[Task input]
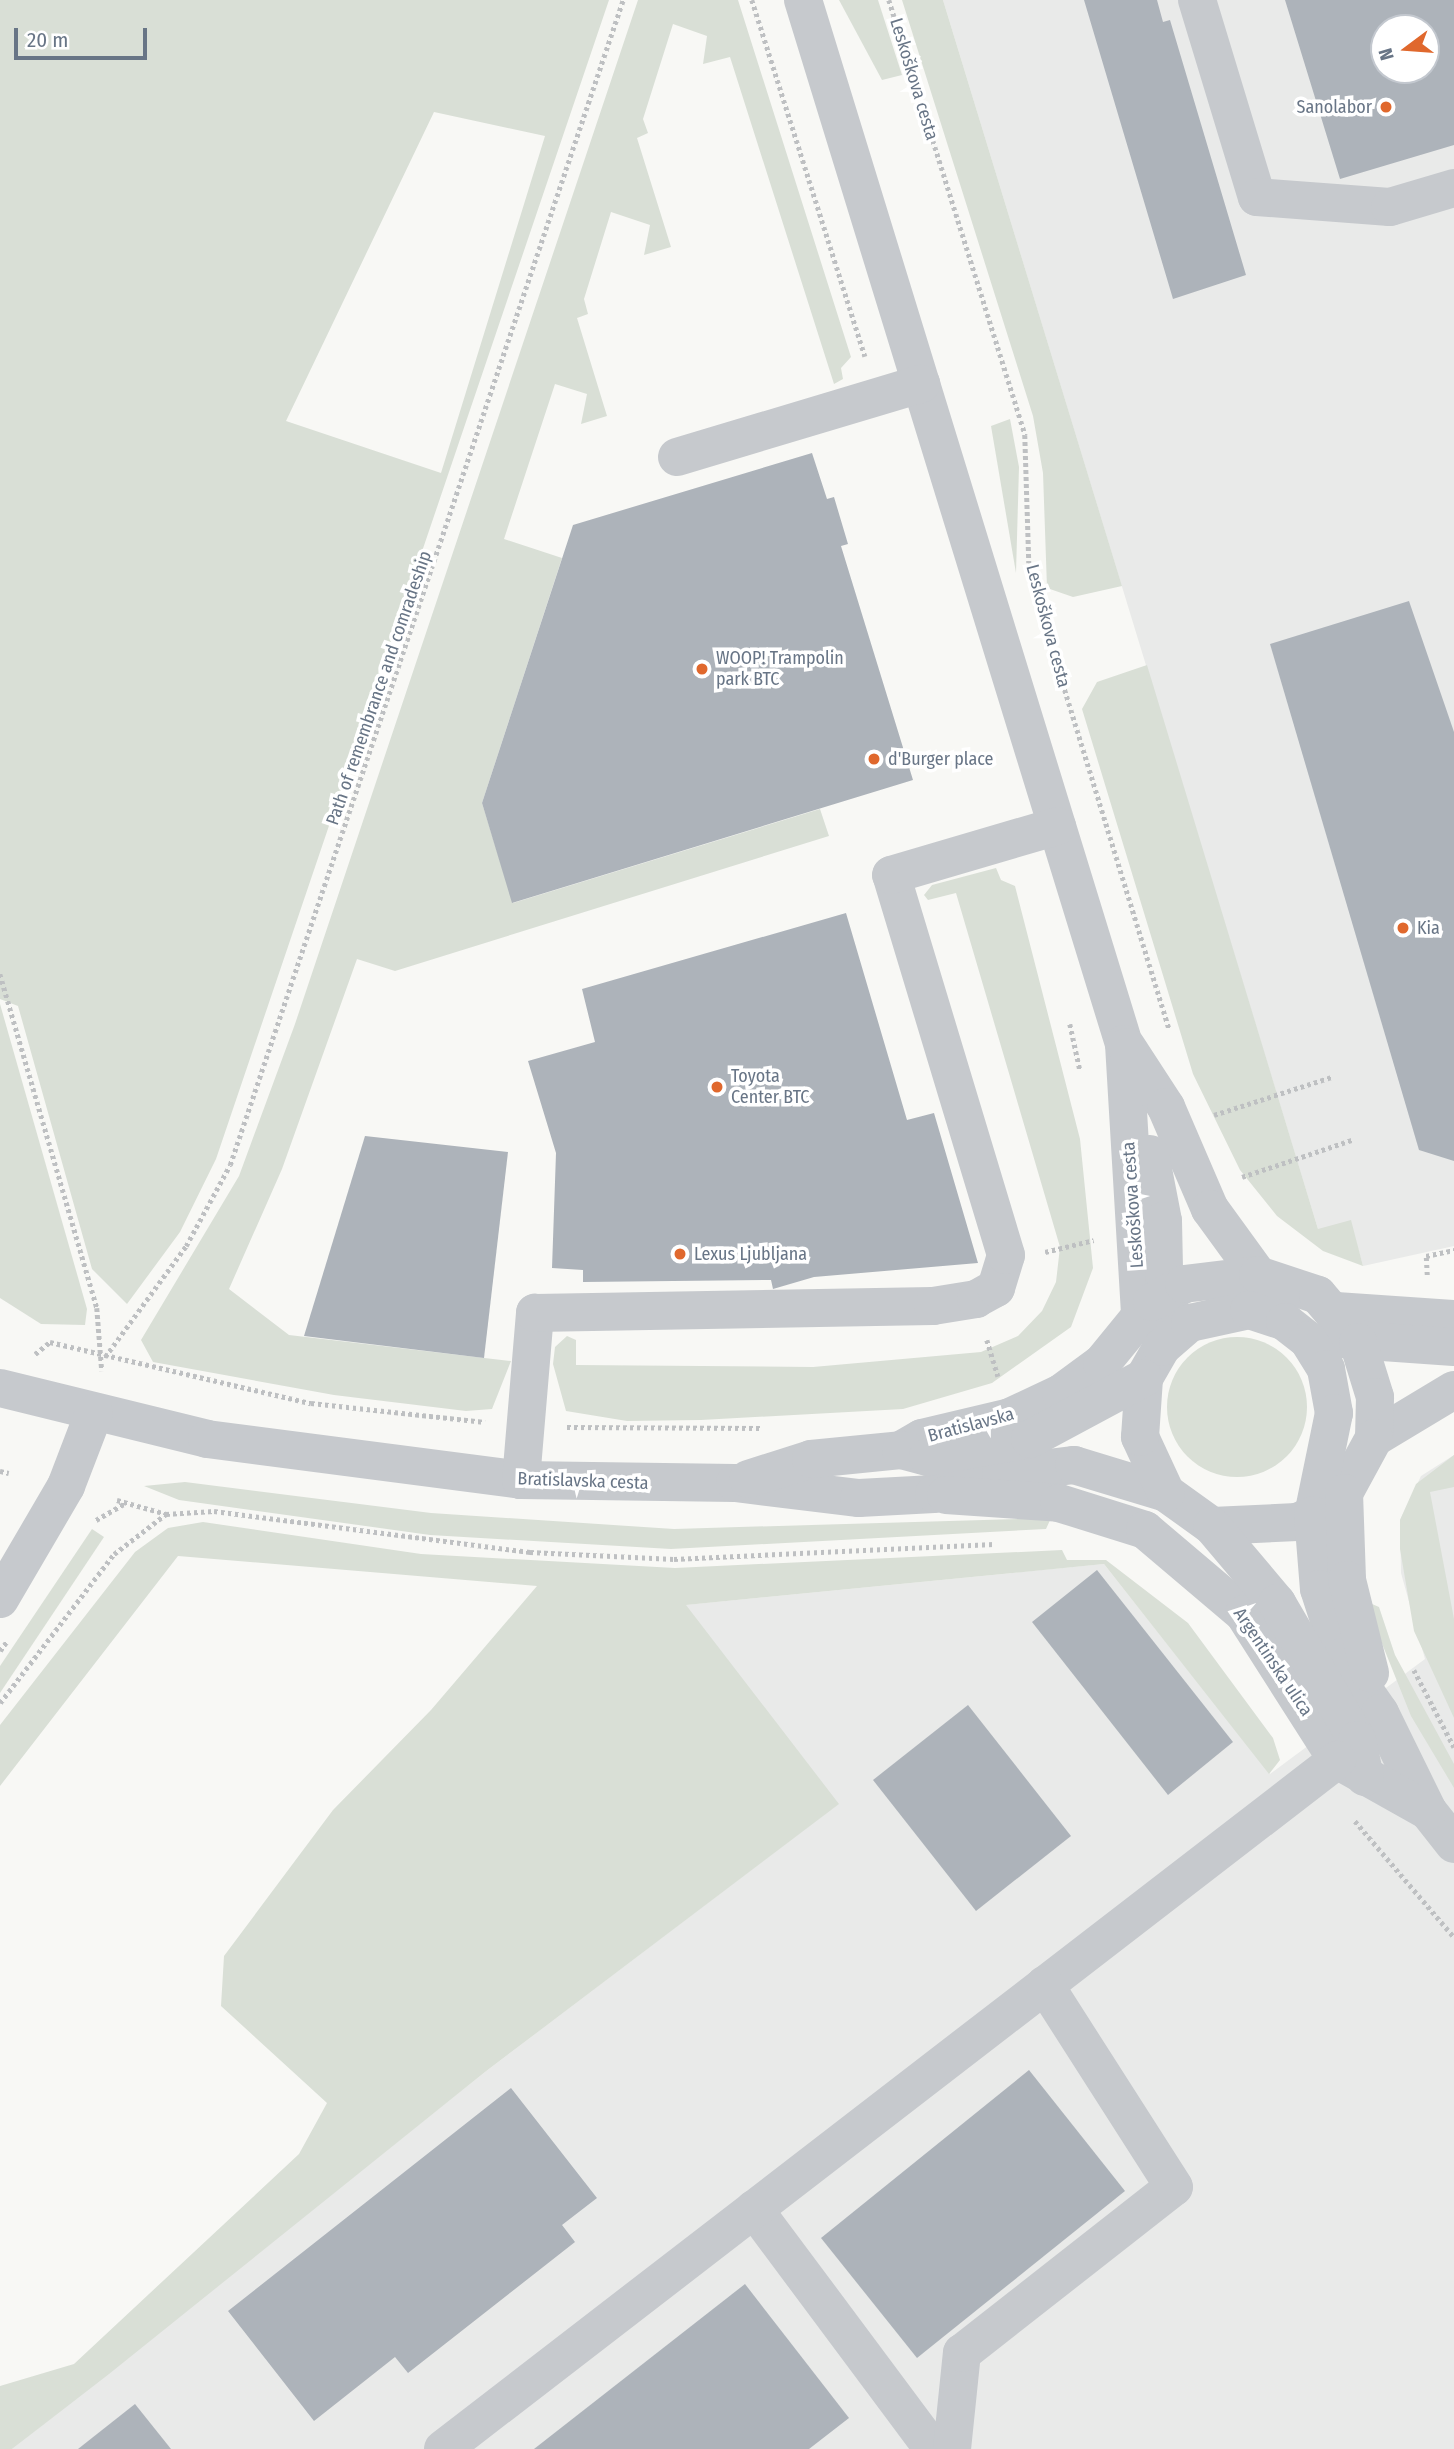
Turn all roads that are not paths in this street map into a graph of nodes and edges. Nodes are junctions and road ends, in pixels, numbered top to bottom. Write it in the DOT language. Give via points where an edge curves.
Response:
graph roads {
  1 [pos="803,0"];
  2 [pos="1197,0"];
  3 [pos="1454,188"];
  4 [pos="921,383"];
  5 [pos="677,457"];
  6 [pos="1057,826"];
  7 [pos="1124,1044"];
  8 [pos="1258,1275"];
  9 [pos="1153,1304"];
  10 [pos="1336,1311"];
  11 [pos="1454,1319"];
  12 [pos="1297,1330"];
  13 [pos="1358,1342"];
  14 [pos="1454,1347"];
  15 [pos="1153,1362"];
  16 [pos="0,1388"];
  17 [pos="1454,1391"];
  18 [pos="94,1413"];
  19 [pos="1374,1438"];
  20 [pos="901,1450"];
  21 [pos="521,1480"];
  22 [pos="735,1483"];
  23 [pos="934,1493"];
  24 [pos="1166,1493"];
  25 [pos="1344,1493"];
  26 [pos="1313,1515"];
  27 [pos="1212,1526"];
  28 [pos="0,1599"];
  29 [pos="1380,1713"];
  30 [pos="1351,1769"];
  31 [pos="1428,1811"];
  32 [pos="1454,1844"];
  33 [pos="1045,1985"];
  34 [pos="754,2209"];
  35 [pos="443,2449"];
  36 [pos="933,2449"];
  37 [pos="952,2449"];
  1 -- 4 [label="street, Leskoškova cesta"];
  2 -- 3 [label="street" via="1257,197 1390,207"];
  4 -- 5 [label="street"];
  4 -- 6 [label="street, Leskoškova cesta"];
  6 -- 7 [label="street, Leskoškova cesta"];
  6 -- 21 [label="street" via="891,875 1006,1255 996,1288 976,1299 804,1312 535,1313"];
  7 -- 8 [label="street, Leskoškova cesta" via="1166,1107 1210,1209"];
  7 -- 9 [label="street, Leskoškova cesta" via="1128,1096 1154,1163"];
  8 -- 9 [label="street" via="1212,1275"];
  8 -- 10 [label="street" via="1301,1286"];
  9 -- 15 [label="street, Leskoškova cesta"];
  9 -- 20 [label="street, Bratislavska" via="1102,1363 1061,1394 1010,1417 922,1438"];
  10 -- 11 [label="street"];
  10 -- 13 [label="street"];
  12 -- 13 [label="street"];
  12 -- 15 [label="street" via="1266,1314 1229,1311 1190,1323"];
  12 -- 26 [label="street" via="1326,1369 1334,1413"];
  13 -- 14 [label="street"];
  13 -- 19 [label="street" via="1375,1397"];
  15 -- 20 [label="street, Bratislavska" via="1030,1439 928,1457"];
  15 -- 24 [label="street" via="1140,1437"];
  16 -- 18 [label="street, Bratislavska cesta"];
  17 -- 19 [label="street"];
  18 -- 21 [label="street, Bratislavska cesta" via="307,1455"];
  18 -- 28 [label="street" via="66,1486"];
  19 -- 25 [label="street"];
  20 -- 22 [label="street, Bratislavska" via="811,1459"];
  21 -- 22 [label="street, Bratislavska cesta"];
  22 -- 23 [label="street, Bratislavska cesta" via="859,1498"];
  23 -- 24 [label="street, Bratislavska cesta" via="1001,1474 1074,1465"];
  23 -- 30 [label="street, Argentinska ulica" via="1059,1503 1145,1530 1244,1614"];
  24 -- 27 [label="street"];
  25 -- 26 [label="street"];
  25 -- 29 [label="street, Argentinska ulica" via="1347,1580"];
  26 -- 27 [label="street" via="1269,1527"];
  26 -- 29 [label="street, Argentinska ulica" via="1319,1589 1337,1646"];
  27 -- 30 [label="street, Argentinska ulica" via="1277,1603 1357,1740"];
  29 -- 31 [label="street, Argentinska ulica"];
  30 -- 31 [label="street, Argentinska ulica"];
  30 -- 33 [label="street"];
  31 -- 32 [label="street, Argentinska ulica"];
  33 -- 34 [label="street"];
  33 -- 37 [label="street" via="1174,2187 961,2353"];
  34 -- 35 [label="street"];
  34 -- 36 [label="street"];
}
[/Task input]
■ Work item
Every line of the records that includes the word "cesta" should be gathered.

■ Answer section
  1 -- 4 [label="street, Leskoškova cesta"];
  4 -- 6 [label="street, Leskoškova cesta"];
  6 -- 7 [label="street, Leskoškova cesta"];
  7 -- 8 [label="street, Leskoškova cesta" via="1166,1107 1210,1209"];
  7 -- 9 [label="street, Leskoškova cesta" via="1128,1096 1154,1163"];
  9 -- 15 [label="street, Leskoškova cesta"];
  16 -- 18 [label="street, Bratislavska cesta"];
  18 -- 21 [label="street, Bratislavska cesta" via="307,1455"];
  21 -- 22 [label="street, Bratislavska cesta"];
  22 -- 23 [label="street, Bratislavska cesta" via="859,1498"];
  23 -- 24 [label="street, Bratislavska cesta" via="1001,1474 1074,1465"];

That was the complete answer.